- WHAT IS NEEDED -
Extract the complete data exactly as given.

- PROVIDED RECORDS -
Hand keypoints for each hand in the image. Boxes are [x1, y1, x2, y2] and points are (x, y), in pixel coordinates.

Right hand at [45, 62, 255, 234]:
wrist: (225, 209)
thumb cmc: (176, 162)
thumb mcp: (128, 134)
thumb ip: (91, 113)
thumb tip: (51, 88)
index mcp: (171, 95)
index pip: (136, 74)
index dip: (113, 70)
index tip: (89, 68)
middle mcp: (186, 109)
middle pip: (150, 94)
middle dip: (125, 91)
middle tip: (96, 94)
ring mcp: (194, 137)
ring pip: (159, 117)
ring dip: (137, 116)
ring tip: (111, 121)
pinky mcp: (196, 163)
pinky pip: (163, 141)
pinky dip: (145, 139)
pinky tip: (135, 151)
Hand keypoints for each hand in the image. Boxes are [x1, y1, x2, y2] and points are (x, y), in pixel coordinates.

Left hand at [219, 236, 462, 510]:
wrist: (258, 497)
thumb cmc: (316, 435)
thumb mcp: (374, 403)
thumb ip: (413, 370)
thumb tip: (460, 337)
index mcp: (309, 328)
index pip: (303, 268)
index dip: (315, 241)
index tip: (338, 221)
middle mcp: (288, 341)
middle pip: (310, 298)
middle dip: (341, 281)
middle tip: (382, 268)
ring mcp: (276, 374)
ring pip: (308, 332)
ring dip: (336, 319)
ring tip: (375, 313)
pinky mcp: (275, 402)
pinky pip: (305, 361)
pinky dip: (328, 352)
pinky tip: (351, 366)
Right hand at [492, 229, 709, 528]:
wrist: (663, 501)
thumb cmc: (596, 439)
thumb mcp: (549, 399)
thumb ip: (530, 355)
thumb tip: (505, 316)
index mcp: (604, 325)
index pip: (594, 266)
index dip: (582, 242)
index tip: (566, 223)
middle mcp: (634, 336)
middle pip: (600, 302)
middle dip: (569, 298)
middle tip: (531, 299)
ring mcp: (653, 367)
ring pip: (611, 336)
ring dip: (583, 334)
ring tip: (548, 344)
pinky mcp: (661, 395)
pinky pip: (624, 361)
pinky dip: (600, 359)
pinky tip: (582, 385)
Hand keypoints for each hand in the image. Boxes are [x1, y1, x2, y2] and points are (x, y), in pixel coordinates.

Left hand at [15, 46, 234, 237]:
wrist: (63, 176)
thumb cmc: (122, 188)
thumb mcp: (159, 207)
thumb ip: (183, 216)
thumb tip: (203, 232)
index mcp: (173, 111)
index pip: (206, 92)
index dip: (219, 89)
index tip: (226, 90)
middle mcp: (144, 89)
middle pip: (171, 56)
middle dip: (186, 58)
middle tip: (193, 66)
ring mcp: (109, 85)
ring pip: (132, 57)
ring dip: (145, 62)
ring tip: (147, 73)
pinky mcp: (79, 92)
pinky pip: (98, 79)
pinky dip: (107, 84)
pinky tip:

- RESPONSE TO THIS EXERCISE -
Hand keypoints for each hand in the image. Boxes are [x1, y1, x2, y2] and points are (x, y), in pixel coordinates.

Right hand at [45, 62, 255, 234]:
wrist: (225, 209)
thumb cmc: (176, 162)
thumb mcp: (128, 134)
thumb ip: (91, 113)
thumb tip: (51, 88)
index mcp: (171, 95)
index pip: (136, 74)
index dip: (113, 70)
index tip: (89, 68)
middle mcp: (186, 109)
middle pip: (150, 94)
middle dip: (125, 91)
middle tip: (96, 94)
ring mcp: (194, 137)
ring pip: (159, 117)
ring dip: (137, 116)
ring tip: (111, 121)
pinky mcp: (196, 163)
pinky pip: (163, 141)
pinky dip: (145, 139)
pinky tip: (135, 151)
Hand keypoints for each hand in the image. Boxes are [x1, y1, x2, y2] and points are (x, y), in pixel coordinates.

Left hand at [219, 236, 462, 510]:
wrist: (258, 497)
thumb cmc: (316, 435)
thumb mcp: (374, 403)
thumb ip: (413, 370)
thumb tip: (460, 337)
index mcp: (309, 328)
index pip: (303, 268)
index dip: (315, 241)
index tip: (338, 221)
middle mcp: (288, 341)
middle pip: (310, 298)
middle dip: (341, 281)
middle tip: (382, 268)
ring mcp: (276, 374)
ring pip: (308, 332)
ring dip: (336, 319)
ring tip: (375, 313)
pinky mcp: (275, 402)
pinky pip: (305, 361)
pinky dip: (328, 352)
pinky tip: (351, 366)
Right hand at [492, 229, 709, 528]:
wrist: (663, 501)
thumb cmc: (596, 439)
thumb mcp: (549, 399)
thumb ip: (530, 355)
thumb tip: (505, 316)
index mcp: (604, 325)
index pip: (594, 266)
index dip: (582, 242)
index tip: (566, 223)
middle mcp: (634, 336)
middle pip: (600, 302)
middle dip: (569, 298)
middle tip: (531, 299)
ring mcp: (653, 367)
ring pip: (611, 336)
ring dip: (583, 334)
ring tip: (548, 344)
pinky mcp: (661, 395)
pinky pip: (624, 361)
pinky dip: (600, 359)
pinky tip: (582, 385)
Hand keypoints for each hand in the image. Boxes are [x1, y1, x2, y2] and points are (x, y), in pixel coordinates.

Left hand at [15, 46, 234, 237]:
wrist: (63, 176)
thumb cmc: (122, 188)
thumb mcp: (159, 207)
thumb ip: (183, 216)
thumb tip: (203, 232)
index mcp: (173, 111)
index pip: (206, 92)
index dip: (219, 89)
index tip: (226, 90)
middle mcp: (144, 89)
middle pip: (171, 56)
middle dip: (186, 58)
middle tip: (193, 66)
ring mcp: (109, 85)
ring pip: (132, 57)
ring dip: (145, 62)
ring tip: (147, 73)
pinky mcp: (79, 92)
pinky pip: (98, 79)
pinky dip: (107, 84)
pinky tip:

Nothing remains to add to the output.